Box Canyon
The quiet canyon has a tumultuous history involving a doomsday cult.
Box Canyon in California is smaller and narrower than a river canyon, with steep walls and only two points of access. The rocky hideaway in Southern California started out as the place for a weekend getaway, but its legacy was cemented later on when it became the home base for a doomsday cult.
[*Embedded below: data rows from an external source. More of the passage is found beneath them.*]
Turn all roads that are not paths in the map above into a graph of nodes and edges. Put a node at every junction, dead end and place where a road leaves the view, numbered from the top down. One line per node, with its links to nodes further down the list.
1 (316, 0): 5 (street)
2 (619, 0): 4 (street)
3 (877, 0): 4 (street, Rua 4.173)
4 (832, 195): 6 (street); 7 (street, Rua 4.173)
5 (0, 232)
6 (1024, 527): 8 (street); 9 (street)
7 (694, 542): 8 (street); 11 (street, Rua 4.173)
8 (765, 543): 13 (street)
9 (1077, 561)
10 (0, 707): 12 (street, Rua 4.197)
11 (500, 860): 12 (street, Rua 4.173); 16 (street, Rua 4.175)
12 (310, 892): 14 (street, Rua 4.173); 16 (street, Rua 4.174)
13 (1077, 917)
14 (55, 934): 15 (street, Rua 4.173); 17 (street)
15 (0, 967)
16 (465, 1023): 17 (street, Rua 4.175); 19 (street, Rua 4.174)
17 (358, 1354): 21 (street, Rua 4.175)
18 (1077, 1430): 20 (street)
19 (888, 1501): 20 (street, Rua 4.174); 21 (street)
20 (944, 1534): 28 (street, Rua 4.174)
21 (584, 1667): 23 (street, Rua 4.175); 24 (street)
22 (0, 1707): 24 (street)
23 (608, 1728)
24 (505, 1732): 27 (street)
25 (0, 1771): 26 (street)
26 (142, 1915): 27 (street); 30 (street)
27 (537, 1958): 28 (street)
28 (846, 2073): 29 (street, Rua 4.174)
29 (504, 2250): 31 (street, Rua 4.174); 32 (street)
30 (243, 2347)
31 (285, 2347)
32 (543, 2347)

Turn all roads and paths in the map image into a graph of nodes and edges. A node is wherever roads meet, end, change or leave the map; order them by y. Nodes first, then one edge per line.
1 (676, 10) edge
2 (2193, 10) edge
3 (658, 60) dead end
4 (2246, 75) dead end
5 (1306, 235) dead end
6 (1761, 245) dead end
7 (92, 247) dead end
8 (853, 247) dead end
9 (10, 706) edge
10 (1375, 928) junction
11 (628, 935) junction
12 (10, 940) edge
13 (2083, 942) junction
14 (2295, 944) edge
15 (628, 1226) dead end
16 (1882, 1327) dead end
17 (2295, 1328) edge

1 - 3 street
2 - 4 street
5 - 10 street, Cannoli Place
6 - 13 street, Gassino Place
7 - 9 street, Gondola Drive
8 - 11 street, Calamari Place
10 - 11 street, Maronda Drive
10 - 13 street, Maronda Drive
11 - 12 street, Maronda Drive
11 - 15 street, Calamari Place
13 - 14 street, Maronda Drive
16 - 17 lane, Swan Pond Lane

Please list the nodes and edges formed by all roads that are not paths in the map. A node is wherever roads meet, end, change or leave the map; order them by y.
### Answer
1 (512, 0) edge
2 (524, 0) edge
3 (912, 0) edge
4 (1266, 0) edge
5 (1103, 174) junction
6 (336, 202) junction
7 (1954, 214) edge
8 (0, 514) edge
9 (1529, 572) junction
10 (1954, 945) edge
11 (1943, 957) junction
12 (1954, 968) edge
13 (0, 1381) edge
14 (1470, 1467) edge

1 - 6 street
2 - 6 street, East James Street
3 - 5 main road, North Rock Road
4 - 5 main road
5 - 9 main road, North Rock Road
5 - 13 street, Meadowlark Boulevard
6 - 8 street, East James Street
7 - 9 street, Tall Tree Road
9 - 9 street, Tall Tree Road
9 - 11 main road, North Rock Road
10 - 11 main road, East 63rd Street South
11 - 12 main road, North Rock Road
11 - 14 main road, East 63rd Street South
Francis Pencovic, who went by Krishna Venta, claimed to be the second coming of Christ. Venta, who insisted he came from the planet Neophrates—where he’d been born 240,000 years prior—started the W.F.K.L. Fountain of the World in 1948. He bought up 25 acres of land in Box Canyon and built a monastery and several dorms to house his 100 or so followers.
The Fountain of the World was incorporated in 1951, and the cult’s long-haired and constantly barefoot members often helped to fight wildfires in the area. Neighboring communities sang their praises.
But within the monastery, Venta was preaching about the impending World War III, fought between communist Russia and capitalistic America, which would coincide with a race war. In the end, a godless Russia would prevail. That’s when Venta and his followers would step in and take back the world (with love and kindness rather than guns, apparently).
In 1958 two men whose wives had joined the cult acquired 20 sticks of dynamite and showed up to take revenge on Venta, who they felt was a sexual predator. They recorded a tape outlining their plan and showed up at the monastery’s main building with the explosives strapped to their chests. The ensuing blast killed them, Venta, and seven of his followers.
Many of the members stuck around for varying lengths of time—a few went on to die at Jonestown in 1978. But without its charismatic alien leader, the cult limped on until disbanding in the ‘80s.
Recently, wealthy people have started to displace those who live in the area, often in small trailers and even makeshift shelters left over from the old monastery. Realtors would like to provide a new legacy for the area, one of extravagant homes in the remote, now-quiet canyon.